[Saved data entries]
::::::

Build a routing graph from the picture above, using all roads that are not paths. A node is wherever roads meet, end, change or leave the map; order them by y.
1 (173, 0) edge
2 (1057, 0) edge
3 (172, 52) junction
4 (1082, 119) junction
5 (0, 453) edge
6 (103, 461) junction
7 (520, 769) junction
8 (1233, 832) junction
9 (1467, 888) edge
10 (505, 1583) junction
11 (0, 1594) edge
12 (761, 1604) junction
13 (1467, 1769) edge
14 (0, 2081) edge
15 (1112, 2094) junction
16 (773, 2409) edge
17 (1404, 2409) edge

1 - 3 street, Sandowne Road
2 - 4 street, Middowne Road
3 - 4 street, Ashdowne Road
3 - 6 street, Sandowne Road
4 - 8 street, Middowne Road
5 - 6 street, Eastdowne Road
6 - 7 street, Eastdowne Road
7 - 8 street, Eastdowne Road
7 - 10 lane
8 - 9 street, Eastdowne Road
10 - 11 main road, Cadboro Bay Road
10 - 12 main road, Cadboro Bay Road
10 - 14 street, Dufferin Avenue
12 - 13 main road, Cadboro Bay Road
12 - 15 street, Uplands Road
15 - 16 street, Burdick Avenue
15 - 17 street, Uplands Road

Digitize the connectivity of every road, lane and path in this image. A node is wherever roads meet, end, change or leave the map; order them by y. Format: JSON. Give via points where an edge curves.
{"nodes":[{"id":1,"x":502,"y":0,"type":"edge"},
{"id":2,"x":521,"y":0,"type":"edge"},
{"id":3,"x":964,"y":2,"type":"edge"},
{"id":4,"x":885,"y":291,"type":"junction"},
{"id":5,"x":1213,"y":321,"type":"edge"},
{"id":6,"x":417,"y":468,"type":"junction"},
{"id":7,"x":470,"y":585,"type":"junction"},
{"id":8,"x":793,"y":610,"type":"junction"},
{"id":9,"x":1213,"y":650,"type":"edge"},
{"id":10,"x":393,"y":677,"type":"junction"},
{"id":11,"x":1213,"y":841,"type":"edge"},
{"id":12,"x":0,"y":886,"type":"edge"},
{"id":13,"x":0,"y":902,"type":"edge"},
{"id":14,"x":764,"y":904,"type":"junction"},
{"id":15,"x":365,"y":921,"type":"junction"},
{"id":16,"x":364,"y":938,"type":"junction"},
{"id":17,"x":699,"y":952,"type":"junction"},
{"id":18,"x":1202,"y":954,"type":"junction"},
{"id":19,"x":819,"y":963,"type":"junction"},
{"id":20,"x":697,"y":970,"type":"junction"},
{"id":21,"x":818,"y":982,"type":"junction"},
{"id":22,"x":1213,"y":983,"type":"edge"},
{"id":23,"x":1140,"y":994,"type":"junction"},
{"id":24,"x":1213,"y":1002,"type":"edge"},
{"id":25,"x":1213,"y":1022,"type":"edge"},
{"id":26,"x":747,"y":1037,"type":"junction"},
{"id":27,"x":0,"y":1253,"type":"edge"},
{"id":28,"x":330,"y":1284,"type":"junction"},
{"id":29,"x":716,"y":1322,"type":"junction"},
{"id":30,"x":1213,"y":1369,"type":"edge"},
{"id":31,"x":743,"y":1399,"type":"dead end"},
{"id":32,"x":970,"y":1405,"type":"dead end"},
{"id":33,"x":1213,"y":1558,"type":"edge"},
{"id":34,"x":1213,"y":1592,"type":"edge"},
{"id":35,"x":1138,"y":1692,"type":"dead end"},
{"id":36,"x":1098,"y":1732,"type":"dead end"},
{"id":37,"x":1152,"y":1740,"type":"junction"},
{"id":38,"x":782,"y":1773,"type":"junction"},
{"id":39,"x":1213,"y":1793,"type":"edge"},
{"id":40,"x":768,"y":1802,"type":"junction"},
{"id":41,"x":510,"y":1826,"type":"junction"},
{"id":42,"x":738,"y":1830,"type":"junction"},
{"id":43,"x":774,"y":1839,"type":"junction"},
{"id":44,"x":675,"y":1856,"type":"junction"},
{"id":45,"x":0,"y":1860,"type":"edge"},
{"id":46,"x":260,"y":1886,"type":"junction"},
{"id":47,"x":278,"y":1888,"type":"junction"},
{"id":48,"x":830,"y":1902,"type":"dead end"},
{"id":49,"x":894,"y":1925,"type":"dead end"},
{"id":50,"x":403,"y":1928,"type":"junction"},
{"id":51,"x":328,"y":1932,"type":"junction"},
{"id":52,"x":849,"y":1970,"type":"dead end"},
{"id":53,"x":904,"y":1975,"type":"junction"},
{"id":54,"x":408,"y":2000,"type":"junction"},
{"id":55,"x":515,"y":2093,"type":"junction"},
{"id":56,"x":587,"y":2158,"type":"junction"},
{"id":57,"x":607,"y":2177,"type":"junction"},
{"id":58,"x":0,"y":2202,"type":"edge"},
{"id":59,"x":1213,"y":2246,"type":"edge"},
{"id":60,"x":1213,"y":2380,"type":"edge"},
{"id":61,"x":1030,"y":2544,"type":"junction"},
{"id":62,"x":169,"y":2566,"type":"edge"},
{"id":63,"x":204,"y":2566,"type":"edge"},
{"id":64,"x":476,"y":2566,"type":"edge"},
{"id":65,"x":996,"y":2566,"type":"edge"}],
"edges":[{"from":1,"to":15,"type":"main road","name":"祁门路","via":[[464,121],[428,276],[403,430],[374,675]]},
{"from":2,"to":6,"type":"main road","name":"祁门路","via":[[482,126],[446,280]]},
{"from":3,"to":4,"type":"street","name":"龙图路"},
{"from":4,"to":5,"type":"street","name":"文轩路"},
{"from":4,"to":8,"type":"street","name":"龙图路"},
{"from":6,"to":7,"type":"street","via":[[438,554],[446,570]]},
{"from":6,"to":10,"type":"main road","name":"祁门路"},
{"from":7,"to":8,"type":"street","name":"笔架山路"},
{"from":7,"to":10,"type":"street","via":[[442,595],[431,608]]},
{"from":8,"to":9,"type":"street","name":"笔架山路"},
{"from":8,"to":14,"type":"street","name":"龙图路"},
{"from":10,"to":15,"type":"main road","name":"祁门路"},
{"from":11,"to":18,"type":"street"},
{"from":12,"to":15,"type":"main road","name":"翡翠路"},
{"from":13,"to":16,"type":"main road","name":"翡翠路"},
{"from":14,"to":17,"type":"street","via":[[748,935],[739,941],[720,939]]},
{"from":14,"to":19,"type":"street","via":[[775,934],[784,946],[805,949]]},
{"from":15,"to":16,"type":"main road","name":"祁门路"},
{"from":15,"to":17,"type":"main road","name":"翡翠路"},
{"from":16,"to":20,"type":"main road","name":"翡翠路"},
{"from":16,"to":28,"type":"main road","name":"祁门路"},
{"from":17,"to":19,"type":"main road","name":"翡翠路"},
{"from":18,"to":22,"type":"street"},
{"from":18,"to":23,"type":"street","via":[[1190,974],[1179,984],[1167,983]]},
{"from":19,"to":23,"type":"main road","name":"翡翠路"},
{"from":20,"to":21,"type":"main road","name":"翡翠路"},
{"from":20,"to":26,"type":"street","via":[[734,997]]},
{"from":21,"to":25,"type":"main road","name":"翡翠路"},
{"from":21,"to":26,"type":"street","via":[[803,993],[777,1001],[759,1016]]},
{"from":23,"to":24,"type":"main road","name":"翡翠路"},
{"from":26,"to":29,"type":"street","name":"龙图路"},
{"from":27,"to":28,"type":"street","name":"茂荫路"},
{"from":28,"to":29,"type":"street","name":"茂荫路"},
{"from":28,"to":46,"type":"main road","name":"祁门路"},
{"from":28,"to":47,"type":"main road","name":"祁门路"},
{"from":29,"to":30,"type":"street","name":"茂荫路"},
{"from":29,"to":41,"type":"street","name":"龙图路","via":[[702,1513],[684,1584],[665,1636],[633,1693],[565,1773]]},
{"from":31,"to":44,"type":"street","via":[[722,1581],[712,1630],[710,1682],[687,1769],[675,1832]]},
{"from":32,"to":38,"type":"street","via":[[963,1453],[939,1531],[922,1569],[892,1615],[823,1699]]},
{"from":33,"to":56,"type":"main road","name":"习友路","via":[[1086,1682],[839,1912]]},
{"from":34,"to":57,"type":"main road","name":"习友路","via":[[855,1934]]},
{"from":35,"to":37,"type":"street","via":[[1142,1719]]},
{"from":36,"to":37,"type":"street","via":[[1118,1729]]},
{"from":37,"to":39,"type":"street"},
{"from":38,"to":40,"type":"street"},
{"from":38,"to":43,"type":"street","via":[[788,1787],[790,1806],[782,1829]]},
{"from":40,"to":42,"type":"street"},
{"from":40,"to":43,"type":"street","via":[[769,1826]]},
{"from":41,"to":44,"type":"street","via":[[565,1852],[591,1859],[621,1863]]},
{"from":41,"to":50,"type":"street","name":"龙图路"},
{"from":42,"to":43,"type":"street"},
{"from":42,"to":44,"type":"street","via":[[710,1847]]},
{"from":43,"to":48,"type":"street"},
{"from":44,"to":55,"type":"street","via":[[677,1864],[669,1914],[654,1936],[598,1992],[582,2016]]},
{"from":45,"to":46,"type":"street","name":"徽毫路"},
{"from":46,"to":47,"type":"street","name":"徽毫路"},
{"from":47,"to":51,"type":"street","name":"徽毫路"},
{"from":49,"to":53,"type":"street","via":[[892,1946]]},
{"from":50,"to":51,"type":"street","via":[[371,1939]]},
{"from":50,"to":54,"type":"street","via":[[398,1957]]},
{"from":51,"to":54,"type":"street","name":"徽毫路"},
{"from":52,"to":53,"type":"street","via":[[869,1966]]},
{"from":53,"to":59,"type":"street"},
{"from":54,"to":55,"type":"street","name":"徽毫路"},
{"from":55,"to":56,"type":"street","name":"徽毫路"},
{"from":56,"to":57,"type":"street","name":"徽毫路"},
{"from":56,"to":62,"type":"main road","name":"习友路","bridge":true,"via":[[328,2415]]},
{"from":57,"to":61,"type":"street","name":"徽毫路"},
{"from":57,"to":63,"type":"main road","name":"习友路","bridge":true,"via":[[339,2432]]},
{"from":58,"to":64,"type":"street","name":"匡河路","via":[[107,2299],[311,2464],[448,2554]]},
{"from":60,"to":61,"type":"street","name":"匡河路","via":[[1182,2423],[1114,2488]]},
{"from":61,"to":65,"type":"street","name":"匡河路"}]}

::::::

*WORK REQUIRED*:
Using the records above, copy every line that has the word "Middowne" in it.

*EXPECTED ANSWER*:
2 - 4 street, Middowne Road
4 - 8 street, Middowne Road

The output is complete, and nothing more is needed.